Manually updating the configuration

Edit online

HDFS has both the server and client configurations. Unlike Cloudera Hortonworks Data Platform (HDP) Ambari that manages the HDFS server and client configurations with a common set of .xml files, Cloudera Manager (CM) configures the HDFS server and client configuration separately.

For more information, see Cloudera Manager server and client configuration section in the CDP Private Cloud Base documentation.

After IBM Storage Scale is integrated, Cloudera Manager no longer manages the HDFS server-side configurations. Cloudera Manager manages only the HDFS client-side configurations. This aligns with the separation of compute and storage architecture between Cloudera CDP Private Cloud Base and IBM Storage Scale.
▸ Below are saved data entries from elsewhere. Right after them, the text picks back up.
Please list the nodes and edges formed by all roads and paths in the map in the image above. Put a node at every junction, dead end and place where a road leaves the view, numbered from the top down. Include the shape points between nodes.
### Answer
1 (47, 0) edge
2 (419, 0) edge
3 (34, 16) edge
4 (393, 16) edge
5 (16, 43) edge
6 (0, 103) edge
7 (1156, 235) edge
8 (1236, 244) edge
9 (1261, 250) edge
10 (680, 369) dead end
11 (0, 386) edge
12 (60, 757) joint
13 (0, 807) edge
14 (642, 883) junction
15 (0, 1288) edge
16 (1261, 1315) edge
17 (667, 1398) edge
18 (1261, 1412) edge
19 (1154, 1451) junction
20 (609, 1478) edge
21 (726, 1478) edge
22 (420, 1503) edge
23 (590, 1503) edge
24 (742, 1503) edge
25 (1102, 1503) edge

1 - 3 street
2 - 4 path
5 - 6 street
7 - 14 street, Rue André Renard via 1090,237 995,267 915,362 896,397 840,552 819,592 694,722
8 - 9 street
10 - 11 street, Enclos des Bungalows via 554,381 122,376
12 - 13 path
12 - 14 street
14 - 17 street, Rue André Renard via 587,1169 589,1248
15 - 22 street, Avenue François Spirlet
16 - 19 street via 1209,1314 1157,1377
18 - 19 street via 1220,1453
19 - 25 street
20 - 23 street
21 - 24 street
The following table lists an example of how the hdfs-site.xml parameters specific to the server and the client roles are managed:

Table 1. Example showing hdfs-site.xml parameters management
Configuration files	Configuration management	Comments
HDFS server configuration	IBM Storage Scale CCR repository will sync the .xml files into the /var/mmfs/hadoop/etc/hadoop directory
HDFS server configuration	The values in Cloudera Manager GUI > IBM Storage Scale service > Transparency NameNode Advanced Configuration Snippet (Safety Valve) for hdfs-site.xml are synced to a private per-process directory, under /var/run/cloudera-scm-agent/process/process-name. For more information, see Cloudera Manager server and client configuration.	These Configurations are presented in Cloudera Manager GUI but are not used by IBM Storage Scale HDFS Transparency.
HDFS client configurations	The values in Cloudera Manager GUI > IBM Storage Scale service > Configuration > HDFS client Advanced Configuration Snippet (Safety Valve) for hdfs-site.xml are synced to the /etc/hadoop/conf directory on the nodes that have the IBM Storage Scale Gateway roles so that it can be consumed by other Cloudera services and HDFS clients.	This is HDFS client shipped with CDP Private Cloud Base that is leveraged by other CDP services.
HDFS client configurations	The HDFS .xml files are located in the /var/mmfs/hadoop/etc/hadoop directory.	This is the HDFS client shipped with HDFS Transparency. This HDFS client is not commonly used in a CDP integrated environment.

Important: The procedure to update the configuration varies depending on which HDFS component is being changed.

HDFS server components:
- HDFS Transparency NameNodes
- HDFS Transparency DataNodes
HDFS client components:
- The hdfs, webhdfs commands and Java APIs from the HDFS client shipped with CDP Private Cloud Base .
- The hdfs, webhdfs commands and Java APIs from IBM Storage Scale under /usr/lpp/mmfs/hadoop/bin/ directory.

Follow the specific process to update the configuration based on the server or client configurations from CDP Private Cloud Base or IBM Storage Scale HDFS Transparency:

Updating only the HDFS server configurations
Updating only the HDFS client (CDP Private Cloud Base) configurations
Updating Ranger configurations
Updating Kerberos configurations

Updating only the HDFS server configurations

To update the server-side configuration (for example, dfs.namenode.handler.count value), run the following steps:

Stop the HDFS Transparency services from the Cloudera Manager GUI by clicking Cloudera Manager > IBM Storage Scale service > Stop.
Log in to one of the CES HDFS NameNodes and update the server-side configuration by running the mmhdfs config set command and then uploading the changed configuration to the IBM Storage Scale CCR repository using the mmhdfs config upload command.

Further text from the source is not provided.